[Stored items]
=====
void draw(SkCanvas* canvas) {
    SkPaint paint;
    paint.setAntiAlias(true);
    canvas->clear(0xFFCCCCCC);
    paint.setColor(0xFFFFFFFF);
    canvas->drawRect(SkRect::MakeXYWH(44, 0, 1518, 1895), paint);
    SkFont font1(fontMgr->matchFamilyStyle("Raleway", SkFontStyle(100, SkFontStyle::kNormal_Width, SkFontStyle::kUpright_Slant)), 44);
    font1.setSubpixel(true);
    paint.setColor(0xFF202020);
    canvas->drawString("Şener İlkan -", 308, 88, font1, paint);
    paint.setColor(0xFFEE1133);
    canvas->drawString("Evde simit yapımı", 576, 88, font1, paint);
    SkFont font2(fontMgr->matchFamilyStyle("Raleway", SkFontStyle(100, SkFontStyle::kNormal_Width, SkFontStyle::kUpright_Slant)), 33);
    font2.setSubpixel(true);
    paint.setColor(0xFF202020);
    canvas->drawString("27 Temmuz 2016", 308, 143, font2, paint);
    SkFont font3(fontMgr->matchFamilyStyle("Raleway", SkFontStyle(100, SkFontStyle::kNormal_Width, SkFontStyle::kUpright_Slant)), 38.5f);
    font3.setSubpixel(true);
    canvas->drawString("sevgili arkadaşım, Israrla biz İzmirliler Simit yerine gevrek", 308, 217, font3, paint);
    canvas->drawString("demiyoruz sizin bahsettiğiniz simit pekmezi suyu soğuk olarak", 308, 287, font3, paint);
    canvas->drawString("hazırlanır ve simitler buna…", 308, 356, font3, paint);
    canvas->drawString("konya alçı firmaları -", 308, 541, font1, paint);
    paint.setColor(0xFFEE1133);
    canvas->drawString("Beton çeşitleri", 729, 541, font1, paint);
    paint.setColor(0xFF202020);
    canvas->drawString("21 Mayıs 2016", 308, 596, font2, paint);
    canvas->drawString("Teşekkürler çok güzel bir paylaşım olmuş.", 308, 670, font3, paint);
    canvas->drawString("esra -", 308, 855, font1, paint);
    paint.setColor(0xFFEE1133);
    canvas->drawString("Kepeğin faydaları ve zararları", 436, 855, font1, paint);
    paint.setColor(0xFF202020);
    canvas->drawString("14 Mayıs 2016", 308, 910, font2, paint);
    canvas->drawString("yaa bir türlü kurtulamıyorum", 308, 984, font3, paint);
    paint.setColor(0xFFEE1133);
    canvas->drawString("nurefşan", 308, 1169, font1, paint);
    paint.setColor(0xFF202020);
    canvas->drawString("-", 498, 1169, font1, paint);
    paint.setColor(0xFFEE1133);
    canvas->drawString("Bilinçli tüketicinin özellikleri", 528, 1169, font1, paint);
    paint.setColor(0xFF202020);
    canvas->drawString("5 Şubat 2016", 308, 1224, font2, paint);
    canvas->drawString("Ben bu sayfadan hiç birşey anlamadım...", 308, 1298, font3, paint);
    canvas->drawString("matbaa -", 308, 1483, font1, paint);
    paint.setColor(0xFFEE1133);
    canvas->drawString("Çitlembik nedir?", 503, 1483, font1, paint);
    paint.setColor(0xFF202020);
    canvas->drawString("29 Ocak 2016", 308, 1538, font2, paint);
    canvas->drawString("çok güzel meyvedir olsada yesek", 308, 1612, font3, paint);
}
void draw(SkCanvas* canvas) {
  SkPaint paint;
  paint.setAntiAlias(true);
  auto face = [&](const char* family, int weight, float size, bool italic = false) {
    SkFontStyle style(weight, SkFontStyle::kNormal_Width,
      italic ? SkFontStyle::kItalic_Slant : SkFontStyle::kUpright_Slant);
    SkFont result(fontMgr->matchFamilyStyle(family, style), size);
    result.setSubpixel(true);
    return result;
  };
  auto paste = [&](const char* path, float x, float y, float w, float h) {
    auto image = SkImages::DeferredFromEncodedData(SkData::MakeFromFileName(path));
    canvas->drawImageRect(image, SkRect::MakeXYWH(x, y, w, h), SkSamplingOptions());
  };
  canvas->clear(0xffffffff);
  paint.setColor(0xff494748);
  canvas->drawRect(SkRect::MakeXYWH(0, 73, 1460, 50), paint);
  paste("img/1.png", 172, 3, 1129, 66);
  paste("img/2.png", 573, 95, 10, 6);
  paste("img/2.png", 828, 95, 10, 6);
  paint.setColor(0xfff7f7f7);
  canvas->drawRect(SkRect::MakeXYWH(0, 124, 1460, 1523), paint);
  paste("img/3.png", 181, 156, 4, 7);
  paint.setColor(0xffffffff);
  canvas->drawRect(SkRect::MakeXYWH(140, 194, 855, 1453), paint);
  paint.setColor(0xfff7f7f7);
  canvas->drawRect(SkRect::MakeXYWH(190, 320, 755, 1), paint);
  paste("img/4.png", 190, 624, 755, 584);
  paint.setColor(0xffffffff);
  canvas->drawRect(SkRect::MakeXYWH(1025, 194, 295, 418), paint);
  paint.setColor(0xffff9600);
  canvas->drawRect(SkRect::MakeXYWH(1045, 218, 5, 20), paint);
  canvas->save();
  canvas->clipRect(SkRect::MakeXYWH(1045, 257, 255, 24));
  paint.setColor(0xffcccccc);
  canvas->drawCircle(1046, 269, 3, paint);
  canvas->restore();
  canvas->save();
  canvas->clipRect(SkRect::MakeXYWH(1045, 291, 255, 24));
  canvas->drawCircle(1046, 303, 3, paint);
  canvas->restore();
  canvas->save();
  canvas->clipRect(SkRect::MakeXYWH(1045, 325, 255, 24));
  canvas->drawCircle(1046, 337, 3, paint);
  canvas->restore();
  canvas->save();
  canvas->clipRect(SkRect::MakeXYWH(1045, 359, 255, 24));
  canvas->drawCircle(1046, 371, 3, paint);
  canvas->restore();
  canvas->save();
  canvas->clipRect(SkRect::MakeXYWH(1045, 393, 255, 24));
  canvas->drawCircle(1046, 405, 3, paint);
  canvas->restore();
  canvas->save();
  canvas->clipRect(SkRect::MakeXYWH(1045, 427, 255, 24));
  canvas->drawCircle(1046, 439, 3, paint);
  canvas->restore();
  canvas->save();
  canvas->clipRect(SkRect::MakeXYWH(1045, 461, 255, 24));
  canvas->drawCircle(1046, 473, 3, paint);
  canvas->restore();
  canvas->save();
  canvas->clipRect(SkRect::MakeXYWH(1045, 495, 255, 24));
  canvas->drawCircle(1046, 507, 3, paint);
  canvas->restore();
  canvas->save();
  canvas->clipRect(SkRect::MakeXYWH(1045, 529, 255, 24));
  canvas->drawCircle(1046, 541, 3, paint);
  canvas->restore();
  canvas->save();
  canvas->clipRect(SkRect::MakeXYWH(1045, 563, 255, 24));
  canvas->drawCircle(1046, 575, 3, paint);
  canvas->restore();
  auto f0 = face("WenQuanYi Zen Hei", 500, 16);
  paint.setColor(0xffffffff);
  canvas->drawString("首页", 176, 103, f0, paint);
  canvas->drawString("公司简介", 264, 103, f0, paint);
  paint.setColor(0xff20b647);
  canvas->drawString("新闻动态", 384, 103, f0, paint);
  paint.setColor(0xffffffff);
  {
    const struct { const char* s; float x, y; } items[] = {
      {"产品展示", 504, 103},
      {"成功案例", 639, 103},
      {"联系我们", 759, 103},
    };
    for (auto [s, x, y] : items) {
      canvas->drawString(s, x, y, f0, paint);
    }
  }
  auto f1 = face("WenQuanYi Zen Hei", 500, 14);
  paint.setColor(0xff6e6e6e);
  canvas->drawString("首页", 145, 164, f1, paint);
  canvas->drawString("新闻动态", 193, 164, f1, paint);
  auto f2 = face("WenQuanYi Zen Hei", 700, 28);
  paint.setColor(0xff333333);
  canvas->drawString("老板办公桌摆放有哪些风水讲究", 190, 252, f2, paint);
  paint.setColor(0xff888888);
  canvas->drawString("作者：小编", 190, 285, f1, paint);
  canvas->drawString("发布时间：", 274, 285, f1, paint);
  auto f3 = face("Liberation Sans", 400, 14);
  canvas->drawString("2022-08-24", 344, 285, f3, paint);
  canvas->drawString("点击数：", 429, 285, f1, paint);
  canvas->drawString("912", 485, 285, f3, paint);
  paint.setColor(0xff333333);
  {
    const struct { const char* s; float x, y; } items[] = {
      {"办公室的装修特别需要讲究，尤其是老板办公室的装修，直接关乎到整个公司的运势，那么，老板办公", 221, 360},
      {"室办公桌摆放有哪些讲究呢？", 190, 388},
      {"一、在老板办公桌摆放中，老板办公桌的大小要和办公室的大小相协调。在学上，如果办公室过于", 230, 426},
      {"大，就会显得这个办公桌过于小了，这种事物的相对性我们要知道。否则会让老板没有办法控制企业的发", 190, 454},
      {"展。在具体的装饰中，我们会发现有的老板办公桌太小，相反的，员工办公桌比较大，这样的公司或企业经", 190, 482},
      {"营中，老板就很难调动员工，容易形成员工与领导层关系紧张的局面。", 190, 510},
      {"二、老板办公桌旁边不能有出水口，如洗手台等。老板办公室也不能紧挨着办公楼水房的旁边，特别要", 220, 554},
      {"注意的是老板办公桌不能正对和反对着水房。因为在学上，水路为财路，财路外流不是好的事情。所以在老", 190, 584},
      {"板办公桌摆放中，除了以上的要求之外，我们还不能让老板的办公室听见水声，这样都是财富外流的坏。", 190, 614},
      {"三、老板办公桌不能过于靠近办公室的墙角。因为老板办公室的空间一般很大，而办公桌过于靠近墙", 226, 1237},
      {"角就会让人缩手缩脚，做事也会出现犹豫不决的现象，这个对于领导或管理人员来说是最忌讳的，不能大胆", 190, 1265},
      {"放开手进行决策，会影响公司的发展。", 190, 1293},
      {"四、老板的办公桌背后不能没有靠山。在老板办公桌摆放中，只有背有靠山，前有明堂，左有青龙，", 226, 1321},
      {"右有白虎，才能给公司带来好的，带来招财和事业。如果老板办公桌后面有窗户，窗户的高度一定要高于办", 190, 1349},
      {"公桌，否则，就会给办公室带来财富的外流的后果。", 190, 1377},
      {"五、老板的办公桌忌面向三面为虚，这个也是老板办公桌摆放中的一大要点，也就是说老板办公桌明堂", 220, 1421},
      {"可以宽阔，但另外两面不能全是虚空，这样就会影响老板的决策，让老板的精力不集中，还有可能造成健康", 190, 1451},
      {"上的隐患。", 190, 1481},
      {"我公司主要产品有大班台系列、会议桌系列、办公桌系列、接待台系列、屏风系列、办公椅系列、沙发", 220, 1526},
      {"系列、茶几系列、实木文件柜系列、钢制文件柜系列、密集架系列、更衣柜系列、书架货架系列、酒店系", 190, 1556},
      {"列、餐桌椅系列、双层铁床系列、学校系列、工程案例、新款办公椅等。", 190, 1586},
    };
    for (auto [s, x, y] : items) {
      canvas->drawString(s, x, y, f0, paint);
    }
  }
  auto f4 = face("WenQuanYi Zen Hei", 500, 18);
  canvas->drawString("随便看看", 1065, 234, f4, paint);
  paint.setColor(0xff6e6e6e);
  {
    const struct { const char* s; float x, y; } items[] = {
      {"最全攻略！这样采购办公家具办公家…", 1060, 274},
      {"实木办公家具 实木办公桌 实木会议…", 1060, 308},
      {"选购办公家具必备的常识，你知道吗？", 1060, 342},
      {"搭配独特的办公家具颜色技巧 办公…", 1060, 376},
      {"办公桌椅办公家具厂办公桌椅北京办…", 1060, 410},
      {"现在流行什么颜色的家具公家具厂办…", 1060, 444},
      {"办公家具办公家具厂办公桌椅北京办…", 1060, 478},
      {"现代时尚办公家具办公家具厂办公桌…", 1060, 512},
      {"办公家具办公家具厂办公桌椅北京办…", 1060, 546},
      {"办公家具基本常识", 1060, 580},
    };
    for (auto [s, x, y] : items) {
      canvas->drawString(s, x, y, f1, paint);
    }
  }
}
=====
**Activity**
Among the entries above, copy exactly only the lines starting with the one containing "1538, font2, paint);" and going through the one containing "canvas->drawCircle(1046, 269, 3, paint);", both ends included.

**Answer box**
    canvas->drawString("29 Ocak 2016", 308, 1538, font2, paint);
    canvas->drawString("çok güzel meyvedir olsada yesek", 308, 1612, font3, paint);
}
void draw(SkCanvas* canvas) {
  SkPaint paint;
  paint.setAntiAlias(true);
  auto face = [&](const char* family, int weight, float size, bool italic = false) {
    SkFontStyle style(weight, SkFontStyle::kNormal_Width,
      italic ? SkFontStyle::kItalic_Slant : SkFontStyle::kUpright_Slant);
    SkFont result(fontMgr->matchFamilyStyle(family, style), size);
    result.setSubpixel(true);
    return result;
  };
  auto paste = [&](const char* path, float x, float y, float w, float h) {
    auto image = SkImages::DeferredFromEncodedData(SkData::MakeFromFileName(path));
    canvas->drawImageRect(image, SkRect::MakeXYWH(x, y, w, h), SkSamplingOptions());
  };
  canvas->clear(0xffffffff);
  paint.setColor(0xff494748);
  canvas->drawRect(SkRect::MakeXYWH(0, 73, 1460, 50), paint);
  paste("img/1.png", 172, 3, 1129, 66);
  paste("img/2.png", 573, 95, 10, 6);
  paste("img/2.png", 828, 95, 10, 6);
  paint.setColor(0xfff7f7f7);
  canvas->drawRect(SkRect::MakeXYWH(0, 124, 1460, 1523), paint);
  paste("img/3.png", 181, 156, 4, 7);
  paint.setColor(0xffffffff);
  canvas->drawRect(SkRect::MakeXYWH(140, 194, 855, 1453), paint);
  paint.setColor(0xfff7f7f7);
  canvas->drawRect(SkRect::MakeXYWH(190, 320, 755, 1), paint);
  paste("img/4.png", 190, 624, 755, 584);
  paint.setColor(0xffffffff);
  canvas->drawRect(SkRect::MakeXYWH(1025, 194, 295, 418), paint);
  paint.setColor(0xffff9600);
  canvas->drawRect(SkRect::MakeXYWH(1045, 218, 5, 20), paint);
  canvas->save();
  canvas->clipRect(SkRect::MakeXYWH(1045, 257, 255, 24));
  paint.setColor(0xffcccccc);
  canvas->drawCircle(1046, 269, 3, paint);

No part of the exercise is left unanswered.